The algebraic derivation of the "square root" method follows, but first some notation:
old_x: the guess we have
new_x: the improved guess we get from applying the method
A: this is what we search the square root of;
err: the difference between the real square root and our guess (old_x), that is, we define err to satisfy
(old_x + err) = sqrt(A)
Squaring both sides gives
old_x * old_x + 2 * old_x * err + err * err = A
If you can solve this equation for err, we are done in a single step. But in order to do that, we will need to take square roots by some other means, so this is not the way to go.
Another possibility is to relax our requirements.
We give up trying to solve this exact equation. We start attacking a simplified version of it.
The simplified version is almost the same, except that we will get rid of err * err term. Removing the err * err term is the critical step.
The solution of the simplified equation will not be exactly the same, bu the step is acceptable, because:
1. We do not really require the solution to be exact!
2. The smaller err is, the better the match.
3. At the next step, err will hopefully be smaller.
Notice the connecting between points 2 and 3: that is what makes the method work and never fail to provide a significant improvement.
Solving the simplified equation gives for err:
err = (A - old_x * old_x) / (2 * old_x),
or, after s simplification,
err = ((A / old_x) - old_x) / 2
How is this a solution useful?
Well, if we have a good estimate of err, then we can
find a better approximation like this
new_x := old_x + err.
If you substitute here err and simplify, you will find
the Newton's formula for square root, which is
new_x = ((A / old_x) + old_x) / 2
Ant that is all.

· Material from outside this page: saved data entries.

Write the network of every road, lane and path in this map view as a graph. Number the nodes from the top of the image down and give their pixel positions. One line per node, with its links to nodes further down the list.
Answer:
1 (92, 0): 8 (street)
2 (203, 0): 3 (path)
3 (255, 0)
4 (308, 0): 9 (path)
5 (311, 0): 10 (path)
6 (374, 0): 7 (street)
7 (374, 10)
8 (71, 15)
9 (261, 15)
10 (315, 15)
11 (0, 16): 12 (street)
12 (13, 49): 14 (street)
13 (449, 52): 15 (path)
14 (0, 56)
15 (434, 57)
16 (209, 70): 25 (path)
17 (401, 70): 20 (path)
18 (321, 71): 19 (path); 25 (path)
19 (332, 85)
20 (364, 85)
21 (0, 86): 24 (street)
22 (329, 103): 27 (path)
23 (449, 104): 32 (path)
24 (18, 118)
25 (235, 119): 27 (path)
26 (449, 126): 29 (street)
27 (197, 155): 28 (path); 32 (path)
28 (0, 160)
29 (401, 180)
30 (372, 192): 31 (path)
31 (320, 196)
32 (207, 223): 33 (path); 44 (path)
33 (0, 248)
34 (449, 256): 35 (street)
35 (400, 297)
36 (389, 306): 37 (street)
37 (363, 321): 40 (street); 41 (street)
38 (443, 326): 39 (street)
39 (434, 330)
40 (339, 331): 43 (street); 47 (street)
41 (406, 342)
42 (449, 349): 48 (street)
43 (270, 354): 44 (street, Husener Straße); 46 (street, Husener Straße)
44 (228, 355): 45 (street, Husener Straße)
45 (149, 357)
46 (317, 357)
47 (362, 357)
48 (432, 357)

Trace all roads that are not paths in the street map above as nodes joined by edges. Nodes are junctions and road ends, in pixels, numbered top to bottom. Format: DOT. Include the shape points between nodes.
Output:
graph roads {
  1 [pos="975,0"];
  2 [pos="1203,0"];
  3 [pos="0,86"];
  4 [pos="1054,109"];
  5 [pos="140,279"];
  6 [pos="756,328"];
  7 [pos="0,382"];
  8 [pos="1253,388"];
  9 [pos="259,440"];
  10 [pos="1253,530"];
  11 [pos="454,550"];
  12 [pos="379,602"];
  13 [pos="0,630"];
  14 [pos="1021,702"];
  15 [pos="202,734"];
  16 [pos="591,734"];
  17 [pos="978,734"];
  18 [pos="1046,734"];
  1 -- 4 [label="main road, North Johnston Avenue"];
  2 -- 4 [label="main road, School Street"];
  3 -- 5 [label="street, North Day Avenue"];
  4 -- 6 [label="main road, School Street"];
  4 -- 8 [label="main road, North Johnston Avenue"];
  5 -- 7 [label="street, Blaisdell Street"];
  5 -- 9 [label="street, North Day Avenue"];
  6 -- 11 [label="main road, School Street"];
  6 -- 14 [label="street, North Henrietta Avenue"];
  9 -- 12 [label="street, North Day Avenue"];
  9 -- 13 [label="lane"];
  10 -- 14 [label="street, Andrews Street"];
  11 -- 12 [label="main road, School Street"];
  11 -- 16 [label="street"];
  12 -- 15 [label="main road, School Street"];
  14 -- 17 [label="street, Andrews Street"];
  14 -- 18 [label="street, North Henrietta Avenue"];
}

To represent the same thing geometrically, draw a square, and imagine that the side of that square has length A.
Split the base and the height of the square to two parts - old_x and err. This can be thought of as splitting the area of the square to four parts. If old_x is not much different than A, then the err part of the sides will be small.
The four parts of the area will be:
1. One square with side old_x, corresponding to
the term old_x * old_x in the equation
2. Two rectangles with sides err and old_x,
corresponding to the term 2 * old_x * err
3. One tiny square with side err (the term we ignored).
The geometric viewpoint illustrates beautifully how insignificant err can be - you just compare the area of the small square to the other parts of the big square.
I hope this was interesting and helpful.
I did my best, really :-)
Christopher M. Vanderwall-Brown
My suggestion is simply attach the picture as a file attachment.
As you can see, the file attachment is a picture and that picture can be viewed by simply clicking.
I tried to figure out what the forum uses for coding. There are so many different scripts. I'm going to have to ask them what the scripting code they use is so I can input files and make HTML/XHTML/XML/CSS/CSS2/CSS3 modifications. Depending on what people use.
Hope that helps.
-Chris
Attachment available at http://mathforum.org/kb/servlet/JiveServlet/download/125-1904094-6705388-555286/Preliminary_Hero_Sketch_by_Dragoon91786.jpg
Balevsky
Let me try...
Cool. Thanks, Chris
Attachment available at http://mathforum.org/kb/servlet/JiveServlet/download/125-1904094-6706074-555350/steinmetz_einstein.jpg
dave
Balevsky
There is a similar way to calculate logarithm or its inverse for any base you would like. Can you find it?
Here is a hint: instead of the Pythagorean step, use geometric mean.
Balevsky
The "linear interpolation" step is not cheating, by the following reasons:
1. You can do without it, if it is ok to approximately double the number of steps to reach the answer.
2. It can be shown that, if you dispense with the "linear interpolation shortcut", what you would actually be doing is really a complicated form of linear interpolation (it is interesting to see the equivalence from geometric point of view).